Thür - Wird im als Naturschutzgebiet ausgewiesenen Bereich der Thürer Wiesen, einem einzigartigen Lebensraum für Amphibien und Wasservögel, verbotenerweise geangelt? Hinweise darauf haben Mitglieder des Naturschutzbundes (Nabu) in der Vergangenheit bereits häufiger in den Weihern gefunden.
Zum Beispiel im vergangenen Jahr: Da entdeckte Karl-Heinz Theisen, der sich regelmäßig um den Ablauf der Teiche kümmert, ein junges Teichhuhn.
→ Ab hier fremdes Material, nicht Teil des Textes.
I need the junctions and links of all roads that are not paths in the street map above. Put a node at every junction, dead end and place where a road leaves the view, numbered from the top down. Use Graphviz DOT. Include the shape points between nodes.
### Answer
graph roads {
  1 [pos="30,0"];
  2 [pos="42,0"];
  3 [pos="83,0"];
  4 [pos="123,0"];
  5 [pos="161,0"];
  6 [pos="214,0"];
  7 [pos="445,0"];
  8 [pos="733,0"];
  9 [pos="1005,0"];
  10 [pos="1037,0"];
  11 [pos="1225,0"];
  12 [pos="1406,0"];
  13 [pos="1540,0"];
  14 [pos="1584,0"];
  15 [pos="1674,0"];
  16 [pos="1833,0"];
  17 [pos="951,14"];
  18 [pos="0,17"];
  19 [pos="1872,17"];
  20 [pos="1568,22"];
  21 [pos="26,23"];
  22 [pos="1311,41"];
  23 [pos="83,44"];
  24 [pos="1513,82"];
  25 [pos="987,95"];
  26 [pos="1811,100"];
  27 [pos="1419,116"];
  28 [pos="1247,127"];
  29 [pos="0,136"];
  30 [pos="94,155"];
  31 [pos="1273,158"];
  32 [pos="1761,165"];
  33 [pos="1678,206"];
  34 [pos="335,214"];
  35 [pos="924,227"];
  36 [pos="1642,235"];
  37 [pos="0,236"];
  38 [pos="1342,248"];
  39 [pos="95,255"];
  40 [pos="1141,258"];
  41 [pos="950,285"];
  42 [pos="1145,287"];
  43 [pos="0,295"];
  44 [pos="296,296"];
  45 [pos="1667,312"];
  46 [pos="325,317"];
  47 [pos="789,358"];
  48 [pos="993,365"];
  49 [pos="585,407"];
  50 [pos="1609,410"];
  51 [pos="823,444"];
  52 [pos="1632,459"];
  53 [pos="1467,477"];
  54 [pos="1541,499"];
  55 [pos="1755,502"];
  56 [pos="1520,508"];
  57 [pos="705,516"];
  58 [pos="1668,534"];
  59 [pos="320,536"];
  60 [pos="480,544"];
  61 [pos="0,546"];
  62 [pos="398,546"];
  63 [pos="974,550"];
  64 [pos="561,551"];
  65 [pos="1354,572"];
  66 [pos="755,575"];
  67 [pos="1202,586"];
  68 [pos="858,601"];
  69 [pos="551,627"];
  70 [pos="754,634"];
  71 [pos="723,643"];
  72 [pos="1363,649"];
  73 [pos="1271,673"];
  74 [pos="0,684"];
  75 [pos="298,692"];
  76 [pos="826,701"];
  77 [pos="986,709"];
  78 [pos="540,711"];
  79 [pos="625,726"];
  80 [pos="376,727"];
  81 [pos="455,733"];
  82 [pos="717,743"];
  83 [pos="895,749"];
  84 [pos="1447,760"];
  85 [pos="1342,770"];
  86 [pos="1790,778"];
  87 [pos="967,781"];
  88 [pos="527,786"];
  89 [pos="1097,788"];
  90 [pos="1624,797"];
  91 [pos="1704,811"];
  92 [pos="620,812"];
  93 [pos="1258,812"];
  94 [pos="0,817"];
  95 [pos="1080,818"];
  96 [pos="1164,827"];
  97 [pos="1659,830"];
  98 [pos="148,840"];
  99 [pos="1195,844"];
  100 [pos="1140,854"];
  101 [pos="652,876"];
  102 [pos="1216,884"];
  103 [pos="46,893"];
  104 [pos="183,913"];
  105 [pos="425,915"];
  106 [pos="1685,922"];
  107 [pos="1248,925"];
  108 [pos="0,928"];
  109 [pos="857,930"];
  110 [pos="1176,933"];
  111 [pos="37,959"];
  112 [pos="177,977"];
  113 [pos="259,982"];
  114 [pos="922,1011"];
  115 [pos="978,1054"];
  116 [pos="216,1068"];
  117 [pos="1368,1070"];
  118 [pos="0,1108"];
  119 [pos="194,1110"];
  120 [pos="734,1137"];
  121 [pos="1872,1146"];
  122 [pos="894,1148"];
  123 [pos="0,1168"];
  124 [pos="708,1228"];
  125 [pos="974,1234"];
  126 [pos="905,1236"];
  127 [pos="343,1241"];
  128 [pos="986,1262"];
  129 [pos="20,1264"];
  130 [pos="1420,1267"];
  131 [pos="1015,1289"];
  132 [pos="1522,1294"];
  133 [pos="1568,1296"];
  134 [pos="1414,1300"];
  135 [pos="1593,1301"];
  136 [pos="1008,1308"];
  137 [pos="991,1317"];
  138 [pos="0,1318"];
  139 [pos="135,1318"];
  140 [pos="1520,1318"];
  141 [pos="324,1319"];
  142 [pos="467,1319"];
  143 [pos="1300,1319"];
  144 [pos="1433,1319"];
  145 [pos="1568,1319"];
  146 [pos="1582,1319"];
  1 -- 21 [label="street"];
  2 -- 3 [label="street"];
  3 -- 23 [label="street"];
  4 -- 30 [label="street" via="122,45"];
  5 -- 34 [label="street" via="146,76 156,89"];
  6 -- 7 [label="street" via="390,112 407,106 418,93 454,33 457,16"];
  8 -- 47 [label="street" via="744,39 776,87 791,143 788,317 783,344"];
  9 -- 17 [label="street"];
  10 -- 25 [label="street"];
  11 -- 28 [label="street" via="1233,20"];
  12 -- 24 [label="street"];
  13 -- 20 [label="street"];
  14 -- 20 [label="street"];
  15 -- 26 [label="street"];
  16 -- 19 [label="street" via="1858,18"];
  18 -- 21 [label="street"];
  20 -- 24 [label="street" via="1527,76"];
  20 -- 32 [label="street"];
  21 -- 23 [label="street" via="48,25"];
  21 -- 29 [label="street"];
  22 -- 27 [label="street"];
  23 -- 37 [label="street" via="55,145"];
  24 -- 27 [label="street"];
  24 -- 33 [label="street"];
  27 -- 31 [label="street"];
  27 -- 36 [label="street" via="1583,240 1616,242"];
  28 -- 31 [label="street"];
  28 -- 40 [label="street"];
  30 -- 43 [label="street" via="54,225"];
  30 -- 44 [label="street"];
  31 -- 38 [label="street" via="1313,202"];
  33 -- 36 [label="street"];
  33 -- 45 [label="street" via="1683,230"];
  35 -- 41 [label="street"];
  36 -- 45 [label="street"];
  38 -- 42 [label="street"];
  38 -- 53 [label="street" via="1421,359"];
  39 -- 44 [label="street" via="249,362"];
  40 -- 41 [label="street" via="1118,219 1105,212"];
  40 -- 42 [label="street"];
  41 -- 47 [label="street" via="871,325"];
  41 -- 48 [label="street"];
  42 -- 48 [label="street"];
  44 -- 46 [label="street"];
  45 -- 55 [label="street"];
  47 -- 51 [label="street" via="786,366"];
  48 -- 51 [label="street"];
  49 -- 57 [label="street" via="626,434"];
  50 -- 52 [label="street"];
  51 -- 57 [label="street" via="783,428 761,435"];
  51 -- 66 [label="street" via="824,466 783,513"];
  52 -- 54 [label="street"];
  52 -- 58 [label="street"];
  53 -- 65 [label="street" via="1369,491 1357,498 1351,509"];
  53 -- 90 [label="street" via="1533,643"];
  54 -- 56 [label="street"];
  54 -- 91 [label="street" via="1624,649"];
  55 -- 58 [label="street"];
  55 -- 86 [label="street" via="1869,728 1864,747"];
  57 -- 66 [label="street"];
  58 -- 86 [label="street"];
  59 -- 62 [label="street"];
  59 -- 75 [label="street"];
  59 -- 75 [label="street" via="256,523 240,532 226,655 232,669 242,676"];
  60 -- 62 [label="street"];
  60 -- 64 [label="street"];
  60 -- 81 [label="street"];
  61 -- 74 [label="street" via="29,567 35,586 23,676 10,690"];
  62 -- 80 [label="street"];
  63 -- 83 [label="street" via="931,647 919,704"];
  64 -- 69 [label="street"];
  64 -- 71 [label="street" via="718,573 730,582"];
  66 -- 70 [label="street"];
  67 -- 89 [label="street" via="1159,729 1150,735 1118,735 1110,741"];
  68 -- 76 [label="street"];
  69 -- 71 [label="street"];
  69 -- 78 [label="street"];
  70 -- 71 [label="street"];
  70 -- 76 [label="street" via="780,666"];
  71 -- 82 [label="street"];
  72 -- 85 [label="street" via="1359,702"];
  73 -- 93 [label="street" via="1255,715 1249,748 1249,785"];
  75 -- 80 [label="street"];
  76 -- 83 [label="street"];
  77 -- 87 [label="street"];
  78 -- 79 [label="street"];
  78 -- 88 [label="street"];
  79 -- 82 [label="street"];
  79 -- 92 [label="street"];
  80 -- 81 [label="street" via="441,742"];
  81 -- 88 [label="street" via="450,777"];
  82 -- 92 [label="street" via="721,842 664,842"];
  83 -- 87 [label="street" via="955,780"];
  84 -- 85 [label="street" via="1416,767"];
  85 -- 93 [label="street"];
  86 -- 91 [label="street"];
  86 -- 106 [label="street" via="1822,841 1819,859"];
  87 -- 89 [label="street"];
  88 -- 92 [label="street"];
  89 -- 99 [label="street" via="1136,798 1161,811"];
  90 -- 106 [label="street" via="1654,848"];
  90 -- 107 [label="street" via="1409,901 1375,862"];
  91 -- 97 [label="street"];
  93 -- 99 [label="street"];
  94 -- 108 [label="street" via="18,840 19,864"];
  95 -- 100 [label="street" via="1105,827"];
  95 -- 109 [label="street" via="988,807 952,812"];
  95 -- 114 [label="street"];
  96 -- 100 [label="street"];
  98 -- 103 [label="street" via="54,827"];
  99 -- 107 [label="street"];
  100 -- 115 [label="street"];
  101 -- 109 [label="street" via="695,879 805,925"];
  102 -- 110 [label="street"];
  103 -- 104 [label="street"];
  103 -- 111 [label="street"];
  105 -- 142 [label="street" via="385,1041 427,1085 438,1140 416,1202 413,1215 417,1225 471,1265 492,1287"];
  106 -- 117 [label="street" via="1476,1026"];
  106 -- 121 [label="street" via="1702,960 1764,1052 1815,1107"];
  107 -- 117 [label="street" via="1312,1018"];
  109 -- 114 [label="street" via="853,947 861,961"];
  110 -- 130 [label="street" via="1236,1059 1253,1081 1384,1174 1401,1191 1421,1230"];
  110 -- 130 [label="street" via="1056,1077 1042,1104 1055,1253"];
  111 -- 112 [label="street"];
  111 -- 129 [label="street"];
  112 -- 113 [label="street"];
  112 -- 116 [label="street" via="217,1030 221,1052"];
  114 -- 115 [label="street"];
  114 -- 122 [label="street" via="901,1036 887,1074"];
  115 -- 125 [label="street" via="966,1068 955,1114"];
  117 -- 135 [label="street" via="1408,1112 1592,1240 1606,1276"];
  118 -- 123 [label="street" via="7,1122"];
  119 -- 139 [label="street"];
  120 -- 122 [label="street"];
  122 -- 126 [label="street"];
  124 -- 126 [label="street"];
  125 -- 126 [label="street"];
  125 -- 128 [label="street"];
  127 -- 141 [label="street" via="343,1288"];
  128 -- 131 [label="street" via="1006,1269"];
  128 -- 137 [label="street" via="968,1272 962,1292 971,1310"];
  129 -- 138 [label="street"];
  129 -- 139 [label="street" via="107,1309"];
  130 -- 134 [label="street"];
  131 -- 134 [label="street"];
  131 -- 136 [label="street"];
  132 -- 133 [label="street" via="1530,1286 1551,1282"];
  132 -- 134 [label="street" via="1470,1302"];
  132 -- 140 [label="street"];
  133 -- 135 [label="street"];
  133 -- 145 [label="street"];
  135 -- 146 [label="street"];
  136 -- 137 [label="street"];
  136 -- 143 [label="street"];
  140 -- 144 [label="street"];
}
Das Tier hatte einen Angelhaken verschluckt und war daran zugrunde gegangen. "Ich finde regelmäßig Angelhaken und Dosen mit Ködern", berichtet der ehemalige Landespflegebeauftragte der Kreisverwaltung Mayen-Koblenz.
Vor einiger Zeit hatte der 69-jährige naturverbundene Rentner aus Kruft eine Sporttasche und eine Angelrute gefunden und sichergestellt. "In den Thürer Wiesen wird geangelt", ist sich das ehemalige Nabu-Vorstandsmitglied sicher. "Zudem ist auch oft die Ufervegetation ganz platt getrampelt", berichtet Theisen, der oft morgens früh in diesem Gebiet unterwegs ist. Vor wenigen Tagen wurde neben dem Beobachtungsstand des Nabu am nördlichen Weiher sogar ein Schlauchboot mit Zubehör sichergestellt. Am selben Tag wurden Hinweise auf ein Stellnetz gefunden, das wohl mit dem Boot ausgebracht wurde.
Die Auswirkungen einer solchen Aktion sind fatal, weil sich Tiere wie Ringelnatter und Zwergtaucher, der bereits seit einiger Zeit im oberen Weiher nicht mehr gesehen wurde, darin verfangen können und qualvoll ertrinken. Für die brütenden Blesshühner, Teichhühner und andere Tiere stellen solche Aktionen eine erhebliche Störung dar.
Der Nabu hat bei der Polizei in Mayen inzwischen Strafanzeige erstattet. Und auch die Kreisverwaltung Mayen-Koblenz wolle handeln, sagt Martin Gasteyer. Bei der Kripo in Mayen soll eine Anzeige wegen Verstoß gegen das Bundesnaturschutzgesetz und gegebenenfalls eine weitere wegen fischereirechtlicher Verstöße erstattet werden, teilt der Mitarbeiter aus dem Büro des Landrats mit.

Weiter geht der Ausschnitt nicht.